What is required: Everything in the listing below should be repeated verbatim, apart from the pictures.
··· Provided data
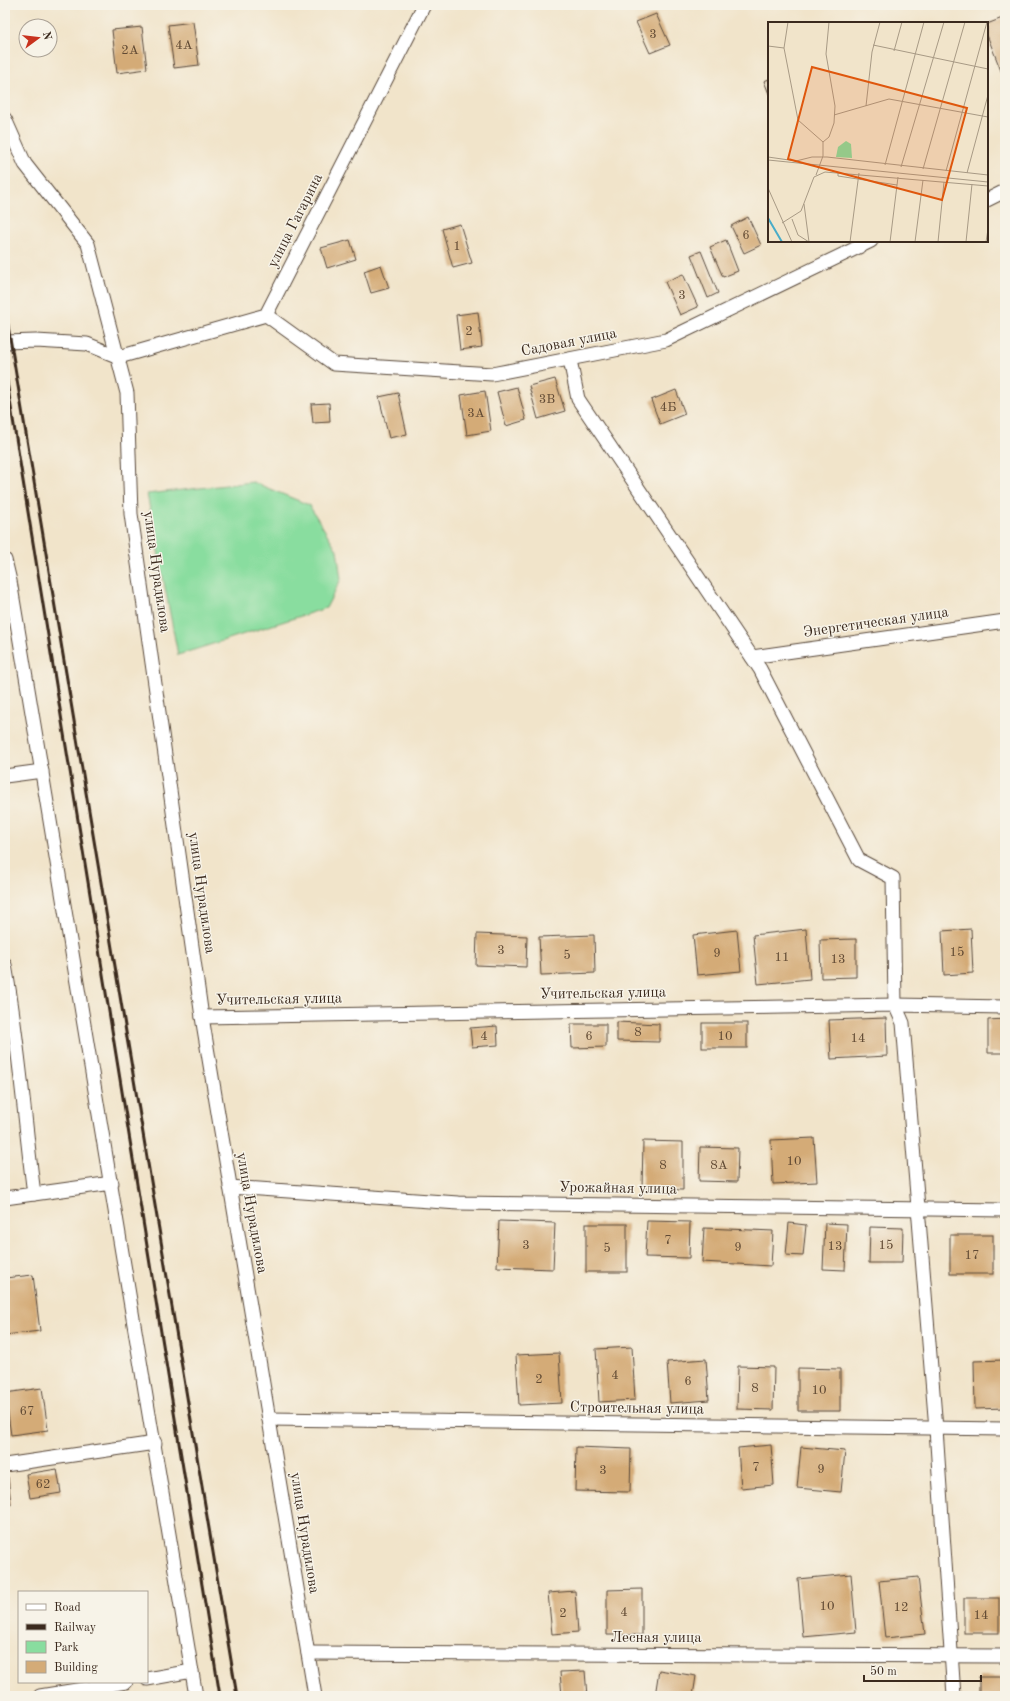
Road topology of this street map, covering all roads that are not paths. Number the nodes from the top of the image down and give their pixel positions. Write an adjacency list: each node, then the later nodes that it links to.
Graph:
1 (424, 5): 6 (street, улица Гагарина)
2 (5, 119): 8 (street, улица Нурадилова)
3 (1005, 191): 4 (street)
4 (988, 200)
5 (869, 242): 9 (street, Садовая улица)
6 (266, 315): 8 (street); 9 (street, Садовая улица)
7 (5, 342): 8 (street)
8 (118, 357): 18 (street, улица Нурадилова)
9 (570, 360): 12 (street)
10 (5, 560): 13 (street)
11 (1005, 621): 12 (street, Энергетическая улица)
12 (752, 657): 16 (street)
13 (42, 771): 14 (street); 19 (street)
14 (5, 776)
15 (5, 965): 21 (street)
16 (895, 1005): 17 (street, Учительская улица); 18 (street, Учительская улица); 23 (street)
17 (1005, 1007)
18 (202, 1017): 20 (street, улица Нурадилова)
19 (112, 1183): 21 (street); 28 (street)
20 (230, 1187): 23 (street, Урожайная улица); 25 (street, улица Нурадилова)
21 (34, 1194): 22 (street)
22 (5, 1198)
23 (917, 1209): 24 (street, Урожайная улица); 26 (street)
24 (1005, 1210)
25 (269, 1419): 26 (street, Строительная улица); 30 (street, улица Нурадилова)
26 (936, 1429): 27 (street, Строительная улица); 31 (street)
27 (1005, 1429)
28 (155, 1443): 29 (street); 33 (street)
29 (5, 1465)
30 (308, 1653): 31 (street, Лесная улица); 38 (street, улица Нурадилова)
31 (951, 1655): 32 (street, Лесная улица); 39 (street)
32 (1005, 1656)
33 (192, 1671): 34 (street); 37 (street)
34 (148, 1679)
35 (120, 1683): 36 (street)
36 (40, 1696)
37 (196, 1696)
38 (315, 1696)
39 (954, 1696)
······
Reply to the exercise:
Road topology of this street map, covering all roads that are not paths. Number the nodes from the top of the image down and give their pixel positions. Write an adjacency list: each node, then the later nodes that it links to.
Graph:
1 (424, 5): 6 (street, улица Гагарина)
2 (5, 119): 8 (street, улица Нурадилова)
3 (1005, 191): 4 (street)
4 (988, 200)
5 (869, 242): 9 (street, Садовая улица)
6 (266, 315): 8 (street); 9 (street, Садовая улица)
7 (5, 342): 8 (street)
8 (118, 357): 18 (street, улица Нурадилова)
9 (570, 360): 12 (street)
10 (5, 560): 13 (street)
11 (1005, 621): 12 (street, Энергетическая улица)
12 (752, 657): 16 (street)
13 (42, 771): 14 (street); 19 (street)
14 (5, 776)
15 (5, 965): 21 (street)
16 (895, 1005): 17 (street, Учительская улица); 18 (street, Учительская улица); 23 (street)
17 (1005, 1007)
18 (202, 1017): 20 (street, улица Нурадилова)
19 (112, 1183): 21 (street); 28 (street)
20 (230, 1187): 23 (street, Урожайная улица); 25 (street, улица Нурадилова)
21 (34, 1194): 22 (street)
22 (5, 1198)
23 (917, 1209): 24 (street, Урожайная улица); 26 (street)
24 (1005, 1210)
25 (269, 1419): 26 (street, Строительная улица); 30 (street, улица Нурадилова)
26 (936, 1429): 27 (street, Строительная улица); 31 (street)
27 (1005, 1429)
28 (155, 1443): 29 (street); 33 (street)
29 (5, 1465)
30 (308, 1653): 31 (street, Лесная улица); 38 (street, улица Нурадилова)
31 (951, 1655): 32 (street, Лесная улица); 39 (street)
32 (1005, 1656)
33 (192, 1671): 34 (street); 37 (street)
34 (148, 1679)
35 (120, 1683): 36 (street)
36 (40, 1696)
37 (196, 1696)
38 (315, 1696)
39 (954, 1696)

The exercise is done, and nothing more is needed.